# can someone help make a build.prop flash?



## c000 (Dec 27, 2011)

i'm too chicken and noobish to alter my own, but i think its possible to make some kind of flashable zip that i can use to change mine?

i was wanting to try this pantec element one b/c it seems like its got the same system specs (even the same resolution screen) as a touchpad. hopefully will give better android market compatibility.

http://forum.xda-dev...61&postcount=57


----------



## nevertells (Oct 29, 2011)

c000 said:


> i'm too chicken and noobish to alter my own, but i think its possible to make some kind of flashable zip that i can use to change mine?
> 
> i was wanting to try this pantec element one b/c it seems like its got the same system specs (even the same resolution screen) as a touchpad. hopefully will give better android market compatibility.
> 
> http://forum.xda-dev...61&postcount=57


First off that build.prop is not for a TouchPad, so if you did manage to put it on yours, it would cause more problems that help. What is your market compatibility issue now?

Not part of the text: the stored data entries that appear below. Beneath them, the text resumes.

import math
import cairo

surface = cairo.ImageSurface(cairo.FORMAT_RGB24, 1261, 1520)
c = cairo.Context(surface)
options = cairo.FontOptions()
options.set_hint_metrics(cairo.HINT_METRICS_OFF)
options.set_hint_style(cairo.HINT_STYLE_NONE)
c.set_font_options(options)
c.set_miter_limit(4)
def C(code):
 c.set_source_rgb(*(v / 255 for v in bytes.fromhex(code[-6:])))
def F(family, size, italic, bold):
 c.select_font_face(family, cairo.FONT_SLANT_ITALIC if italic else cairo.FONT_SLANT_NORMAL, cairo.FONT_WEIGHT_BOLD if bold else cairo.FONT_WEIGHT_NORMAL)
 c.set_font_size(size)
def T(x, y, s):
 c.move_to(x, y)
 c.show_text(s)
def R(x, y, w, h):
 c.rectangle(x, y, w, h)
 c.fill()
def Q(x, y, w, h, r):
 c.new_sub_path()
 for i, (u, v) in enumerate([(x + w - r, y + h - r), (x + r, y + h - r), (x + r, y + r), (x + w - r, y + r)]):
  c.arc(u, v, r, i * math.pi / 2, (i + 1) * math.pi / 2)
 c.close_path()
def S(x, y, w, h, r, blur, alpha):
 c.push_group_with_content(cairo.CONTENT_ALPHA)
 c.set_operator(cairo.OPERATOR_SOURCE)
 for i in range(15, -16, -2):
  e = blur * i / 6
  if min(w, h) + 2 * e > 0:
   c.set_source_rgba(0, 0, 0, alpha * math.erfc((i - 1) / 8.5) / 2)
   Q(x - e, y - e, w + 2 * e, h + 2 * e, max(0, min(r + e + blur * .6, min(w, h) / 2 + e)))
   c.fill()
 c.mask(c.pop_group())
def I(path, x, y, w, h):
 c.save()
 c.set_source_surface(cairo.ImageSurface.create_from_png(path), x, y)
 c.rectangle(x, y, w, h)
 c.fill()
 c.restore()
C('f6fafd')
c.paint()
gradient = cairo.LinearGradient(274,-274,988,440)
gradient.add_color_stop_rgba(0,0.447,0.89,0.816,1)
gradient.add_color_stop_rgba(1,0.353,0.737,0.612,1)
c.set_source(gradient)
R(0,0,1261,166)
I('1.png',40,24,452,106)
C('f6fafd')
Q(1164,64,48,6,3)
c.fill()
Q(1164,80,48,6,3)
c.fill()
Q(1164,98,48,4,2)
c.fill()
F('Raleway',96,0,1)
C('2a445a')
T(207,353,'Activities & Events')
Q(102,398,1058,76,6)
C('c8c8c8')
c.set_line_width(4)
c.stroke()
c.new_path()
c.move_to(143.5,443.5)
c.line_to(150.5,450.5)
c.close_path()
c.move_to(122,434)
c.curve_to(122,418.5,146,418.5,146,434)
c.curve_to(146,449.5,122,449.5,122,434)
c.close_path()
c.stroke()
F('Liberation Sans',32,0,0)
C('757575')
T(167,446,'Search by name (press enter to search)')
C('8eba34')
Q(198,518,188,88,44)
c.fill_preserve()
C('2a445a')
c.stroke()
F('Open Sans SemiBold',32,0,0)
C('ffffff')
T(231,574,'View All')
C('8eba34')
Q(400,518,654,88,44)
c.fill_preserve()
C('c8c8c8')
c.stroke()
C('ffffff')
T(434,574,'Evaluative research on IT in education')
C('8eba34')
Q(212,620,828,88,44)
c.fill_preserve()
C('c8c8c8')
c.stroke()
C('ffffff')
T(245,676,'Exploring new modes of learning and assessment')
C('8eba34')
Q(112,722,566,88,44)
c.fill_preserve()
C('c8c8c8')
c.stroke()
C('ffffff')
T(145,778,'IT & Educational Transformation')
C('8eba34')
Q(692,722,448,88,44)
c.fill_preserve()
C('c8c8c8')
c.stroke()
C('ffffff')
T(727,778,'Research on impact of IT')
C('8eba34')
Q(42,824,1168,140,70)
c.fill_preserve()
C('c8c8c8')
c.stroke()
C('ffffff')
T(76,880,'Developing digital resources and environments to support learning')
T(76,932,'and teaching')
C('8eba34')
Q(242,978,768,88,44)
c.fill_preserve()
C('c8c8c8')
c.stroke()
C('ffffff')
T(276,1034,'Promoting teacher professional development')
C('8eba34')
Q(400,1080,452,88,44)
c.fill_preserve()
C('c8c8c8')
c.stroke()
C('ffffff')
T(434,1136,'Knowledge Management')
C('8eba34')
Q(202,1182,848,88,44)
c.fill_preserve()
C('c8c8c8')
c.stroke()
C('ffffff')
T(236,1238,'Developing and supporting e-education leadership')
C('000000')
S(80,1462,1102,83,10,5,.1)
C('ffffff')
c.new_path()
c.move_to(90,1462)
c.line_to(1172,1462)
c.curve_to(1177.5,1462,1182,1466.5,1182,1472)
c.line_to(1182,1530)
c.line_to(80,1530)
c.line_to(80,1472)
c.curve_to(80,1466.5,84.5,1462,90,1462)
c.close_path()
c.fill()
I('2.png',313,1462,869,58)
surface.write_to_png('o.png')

You might want to have a look at this video. It explains how to edit one's build.prop. You might be able to use certain aspects of that Pantec file, but not all of it.


----------



## c000 (Dec 27, 2011)

i am well aware of that youtube video. but it did not work for me. i followed the instructions word for word in that video and it did not work. all i get in the market as my decive is what i've always had 'unknown cm tenderloin' or whatever.


----------



## mooja (Aug 25, 2011)

http://rootzwiki.com/topic/24701-mod-localprop-cm9aosp-roms-persistent-lcd-density-change-without-editing-buildprop/

use a local.prop


----------



## c000 (Dec 27, 2011)

that link does not really help me at all.


----------



## mooja (Aug 25, 2011)

a local.prop is basically a build.prop that doesnt make any perm changes. you put it in a different folder, make all the changes you want, and if you ever wanna go back to your stock build.prop, just delete the local.prop. perfect for someone who wants to tinker with a build.prop and wants something easily revertable


----------



## nevertells (Oct 29, 2011)

c000 said:


> that link does not really help me at all.


You are not being very clear in your replies. You have been offered some good ideas, but I get the impression that you are not willing to help yourself.

You are not answering questions that are asked and your descriptions of what you have done are not very clear. These forums are for people who are looking for ideas and suggestions on how to help themselves, not asking for folks to spoon feed them.

I can tell you this, learning to edit one's build.prop or creating and using a local.prop to test out changes is a whole lot easier than trying to create a zip file to make the same changes. Mooja even gave you a link on how to use a local.prop.


----------